本文研究過程中，進行曲線考察時注意到劑量-APTT對數(shù)的曲線是經(jīng)過0濃度的，初設(shè)方法是(1·3·3)法包括空白對照，希望通過空白對照的顯著性檢驗來減少實驗誤差。但在實際的樣品測定中，發(fā)現(xiàn)空白對照對測定值是沒有影響，而因為樣品是加入水蛭而對照中加入的是氯化鈉注射液，反而會出現(xiàn)空白的顯著性差異，因此在統(tǒng)計學(xué)要求中不再要求空白對照的顯著性不得出現(xiàn)差異，操作的誤差控制要求兩個空白對照不得出現(xiàn)顯著差異即可。

本文在進行樣品預(yù)測定過程中，還發(fā)現(xiàn)日本醫(yī)蛭采用螞蟥對照藥材來進行測定會出現(xiàn)截距的顯著差異而方法學(xué)不成立，說明本法能夠區(qū)分日本醫(yī)蛭和螞蟥是不同質(zhì)的，方法的專屬性好，進一步證明了斜率比法測定水蛭抗凝血活性是科學(xué)的。
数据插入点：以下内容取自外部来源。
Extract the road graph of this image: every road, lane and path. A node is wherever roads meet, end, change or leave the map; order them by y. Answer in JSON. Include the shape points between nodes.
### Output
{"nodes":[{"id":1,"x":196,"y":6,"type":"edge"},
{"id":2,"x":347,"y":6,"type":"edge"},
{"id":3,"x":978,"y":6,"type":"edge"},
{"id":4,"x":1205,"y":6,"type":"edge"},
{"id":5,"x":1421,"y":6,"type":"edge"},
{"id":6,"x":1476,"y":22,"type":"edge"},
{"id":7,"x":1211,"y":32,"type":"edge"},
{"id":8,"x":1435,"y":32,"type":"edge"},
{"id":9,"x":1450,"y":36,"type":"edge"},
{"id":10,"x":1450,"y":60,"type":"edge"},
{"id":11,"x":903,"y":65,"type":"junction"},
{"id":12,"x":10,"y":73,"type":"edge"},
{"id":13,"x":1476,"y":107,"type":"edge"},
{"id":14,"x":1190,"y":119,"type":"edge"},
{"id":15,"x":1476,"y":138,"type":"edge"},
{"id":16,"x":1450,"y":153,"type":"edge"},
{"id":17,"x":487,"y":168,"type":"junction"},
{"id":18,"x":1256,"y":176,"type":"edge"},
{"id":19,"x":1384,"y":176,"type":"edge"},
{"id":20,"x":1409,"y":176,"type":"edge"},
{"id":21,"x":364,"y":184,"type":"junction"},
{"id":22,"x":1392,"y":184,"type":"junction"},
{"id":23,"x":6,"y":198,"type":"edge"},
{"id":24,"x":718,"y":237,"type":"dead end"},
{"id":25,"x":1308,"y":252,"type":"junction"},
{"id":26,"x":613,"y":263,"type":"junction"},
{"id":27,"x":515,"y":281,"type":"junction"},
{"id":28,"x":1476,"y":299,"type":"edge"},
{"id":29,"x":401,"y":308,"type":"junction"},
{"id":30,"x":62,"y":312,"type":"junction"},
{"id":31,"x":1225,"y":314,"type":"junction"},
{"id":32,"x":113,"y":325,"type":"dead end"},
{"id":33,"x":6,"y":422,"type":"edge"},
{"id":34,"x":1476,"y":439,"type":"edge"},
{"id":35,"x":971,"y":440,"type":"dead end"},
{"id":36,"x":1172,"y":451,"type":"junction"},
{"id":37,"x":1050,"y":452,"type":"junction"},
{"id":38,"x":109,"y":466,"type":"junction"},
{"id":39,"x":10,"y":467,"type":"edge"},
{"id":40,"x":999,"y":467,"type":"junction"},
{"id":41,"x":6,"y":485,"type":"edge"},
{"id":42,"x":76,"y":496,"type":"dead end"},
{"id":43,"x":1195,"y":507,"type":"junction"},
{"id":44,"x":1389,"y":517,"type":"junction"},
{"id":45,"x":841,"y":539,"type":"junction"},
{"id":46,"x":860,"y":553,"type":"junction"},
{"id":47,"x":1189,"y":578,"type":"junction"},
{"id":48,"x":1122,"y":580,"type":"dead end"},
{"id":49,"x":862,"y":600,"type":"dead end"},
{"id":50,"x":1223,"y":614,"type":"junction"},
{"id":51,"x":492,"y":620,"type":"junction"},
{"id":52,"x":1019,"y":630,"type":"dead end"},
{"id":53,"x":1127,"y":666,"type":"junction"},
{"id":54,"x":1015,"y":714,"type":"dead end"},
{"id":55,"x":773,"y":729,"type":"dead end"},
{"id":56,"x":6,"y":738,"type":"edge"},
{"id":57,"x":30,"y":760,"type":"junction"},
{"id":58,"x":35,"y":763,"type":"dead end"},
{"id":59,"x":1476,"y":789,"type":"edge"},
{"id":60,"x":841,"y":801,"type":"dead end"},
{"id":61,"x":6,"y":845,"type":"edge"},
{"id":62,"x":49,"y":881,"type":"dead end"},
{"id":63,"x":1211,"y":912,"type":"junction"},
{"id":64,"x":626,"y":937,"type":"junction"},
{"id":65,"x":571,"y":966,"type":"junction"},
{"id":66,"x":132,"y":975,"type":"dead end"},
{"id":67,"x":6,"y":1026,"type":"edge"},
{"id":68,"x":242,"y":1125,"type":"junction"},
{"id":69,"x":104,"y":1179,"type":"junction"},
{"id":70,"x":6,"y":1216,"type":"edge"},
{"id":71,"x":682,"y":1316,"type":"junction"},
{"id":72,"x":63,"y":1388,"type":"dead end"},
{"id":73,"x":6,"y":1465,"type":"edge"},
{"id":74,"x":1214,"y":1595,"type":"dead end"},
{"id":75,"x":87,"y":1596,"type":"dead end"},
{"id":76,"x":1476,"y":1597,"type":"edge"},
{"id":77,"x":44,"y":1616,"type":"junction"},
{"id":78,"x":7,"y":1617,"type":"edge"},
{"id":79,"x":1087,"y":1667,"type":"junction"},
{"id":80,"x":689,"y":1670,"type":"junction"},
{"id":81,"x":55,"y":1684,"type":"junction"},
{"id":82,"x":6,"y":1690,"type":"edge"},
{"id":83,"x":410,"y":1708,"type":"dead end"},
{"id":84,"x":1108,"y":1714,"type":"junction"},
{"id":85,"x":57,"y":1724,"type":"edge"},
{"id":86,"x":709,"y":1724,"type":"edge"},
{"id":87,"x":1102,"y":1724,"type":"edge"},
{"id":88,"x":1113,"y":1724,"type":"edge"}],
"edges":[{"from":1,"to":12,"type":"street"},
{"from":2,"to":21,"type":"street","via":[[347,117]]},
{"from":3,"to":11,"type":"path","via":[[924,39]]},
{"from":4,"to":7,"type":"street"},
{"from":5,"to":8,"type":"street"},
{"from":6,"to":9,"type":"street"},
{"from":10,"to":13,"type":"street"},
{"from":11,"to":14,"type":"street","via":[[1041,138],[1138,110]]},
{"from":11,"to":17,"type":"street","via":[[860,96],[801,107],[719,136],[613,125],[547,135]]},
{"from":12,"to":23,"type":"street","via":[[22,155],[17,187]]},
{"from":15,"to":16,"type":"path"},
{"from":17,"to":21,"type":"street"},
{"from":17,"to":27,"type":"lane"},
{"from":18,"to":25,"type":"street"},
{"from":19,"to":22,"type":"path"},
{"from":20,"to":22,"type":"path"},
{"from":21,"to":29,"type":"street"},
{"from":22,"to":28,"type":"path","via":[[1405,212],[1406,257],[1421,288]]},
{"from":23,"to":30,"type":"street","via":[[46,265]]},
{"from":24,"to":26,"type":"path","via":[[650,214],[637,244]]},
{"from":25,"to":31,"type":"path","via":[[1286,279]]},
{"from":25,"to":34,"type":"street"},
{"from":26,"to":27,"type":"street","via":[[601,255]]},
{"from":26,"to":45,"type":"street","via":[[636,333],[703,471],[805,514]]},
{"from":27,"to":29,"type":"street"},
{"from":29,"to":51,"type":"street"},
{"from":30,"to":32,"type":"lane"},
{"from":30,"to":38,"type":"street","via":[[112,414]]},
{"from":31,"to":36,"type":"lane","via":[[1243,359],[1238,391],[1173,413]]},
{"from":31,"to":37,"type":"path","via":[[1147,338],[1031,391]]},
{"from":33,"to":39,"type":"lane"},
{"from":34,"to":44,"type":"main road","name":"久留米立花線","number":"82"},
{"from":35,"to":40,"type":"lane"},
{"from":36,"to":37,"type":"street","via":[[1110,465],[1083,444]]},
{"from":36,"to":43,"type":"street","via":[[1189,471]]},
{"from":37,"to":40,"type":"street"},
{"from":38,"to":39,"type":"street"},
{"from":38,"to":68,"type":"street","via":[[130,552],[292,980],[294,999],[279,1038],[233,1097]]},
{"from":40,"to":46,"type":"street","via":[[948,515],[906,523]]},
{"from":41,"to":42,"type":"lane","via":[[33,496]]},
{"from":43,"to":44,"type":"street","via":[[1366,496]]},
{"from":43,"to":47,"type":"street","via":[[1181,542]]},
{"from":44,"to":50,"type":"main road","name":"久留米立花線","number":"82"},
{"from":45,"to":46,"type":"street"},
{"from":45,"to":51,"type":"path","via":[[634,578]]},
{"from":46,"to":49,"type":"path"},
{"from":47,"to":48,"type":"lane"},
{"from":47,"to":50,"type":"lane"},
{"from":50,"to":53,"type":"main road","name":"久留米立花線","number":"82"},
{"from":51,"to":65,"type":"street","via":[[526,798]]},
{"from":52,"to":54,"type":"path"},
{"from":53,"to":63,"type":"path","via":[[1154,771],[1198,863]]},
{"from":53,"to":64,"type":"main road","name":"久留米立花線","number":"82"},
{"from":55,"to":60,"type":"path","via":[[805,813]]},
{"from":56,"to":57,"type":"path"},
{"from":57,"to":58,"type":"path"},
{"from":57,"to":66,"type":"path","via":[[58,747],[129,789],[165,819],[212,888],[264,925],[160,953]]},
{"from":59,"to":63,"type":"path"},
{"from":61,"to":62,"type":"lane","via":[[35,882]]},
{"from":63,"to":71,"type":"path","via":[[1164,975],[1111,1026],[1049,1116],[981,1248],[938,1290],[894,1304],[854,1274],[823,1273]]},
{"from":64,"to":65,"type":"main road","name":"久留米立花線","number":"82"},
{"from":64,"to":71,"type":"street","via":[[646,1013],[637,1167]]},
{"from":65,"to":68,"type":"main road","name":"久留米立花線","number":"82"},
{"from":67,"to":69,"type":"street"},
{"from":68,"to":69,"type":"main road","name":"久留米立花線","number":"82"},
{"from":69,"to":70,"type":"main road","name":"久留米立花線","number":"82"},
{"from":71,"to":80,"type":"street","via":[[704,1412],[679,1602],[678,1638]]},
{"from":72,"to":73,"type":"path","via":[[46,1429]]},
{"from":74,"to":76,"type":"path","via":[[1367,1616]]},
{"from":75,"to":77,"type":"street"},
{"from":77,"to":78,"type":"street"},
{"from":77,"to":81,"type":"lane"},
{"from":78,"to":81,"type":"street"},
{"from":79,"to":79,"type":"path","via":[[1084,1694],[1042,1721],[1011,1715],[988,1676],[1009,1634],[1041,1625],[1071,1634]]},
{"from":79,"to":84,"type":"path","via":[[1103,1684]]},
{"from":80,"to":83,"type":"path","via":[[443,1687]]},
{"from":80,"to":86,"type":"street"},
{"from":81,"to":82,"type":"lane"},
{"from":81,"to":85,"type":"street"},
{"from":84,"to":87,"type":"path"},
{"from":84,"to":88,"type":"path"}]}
而采用菲牛蛭對照藥材做對照，測定日本醫(yī)蛭的抗凝血活性，4批樣品雖然活性差異較大但斜率比法的方法學(xué)統(tǒng)計均成立，說明日本醫(yī)蛭和螞蟥均可以采用斜率比法進行活性控制，只不過需要采用各自的對照藥材。

3.4 下一步的方法學(xué)研究實驗設(shè)計是生物活性測定成敗的關(guān)鍵所在[8]。本文的研究過程，說明了劑量-效應(yīng)曲線應(yīng)當(dāng)遵循一定的規(guī)范進行充分考察，這也是找到最佳實驗設(shè)計的重要步驟。當(dāng)然生物檢定方法種類非常多，本文敘述的過程在具體的實例中可能會有所不同。

在生物檢定方法基本建立之后，需要繼續(xù)遵循規(guī)范進行實驗室內(nèi)的方法學(xué)考察，包括專屬性、精密度、準確性等，對中藥生物活性測定方法來說，進行實驗室間的聯(lián)合驗證尤為關(guān)鍵，只有多家實驗室均能夠重現(xiàn)的方法，測定結(jié)果的精密度符合要求，才有可能成為在標準中實際運用的方法。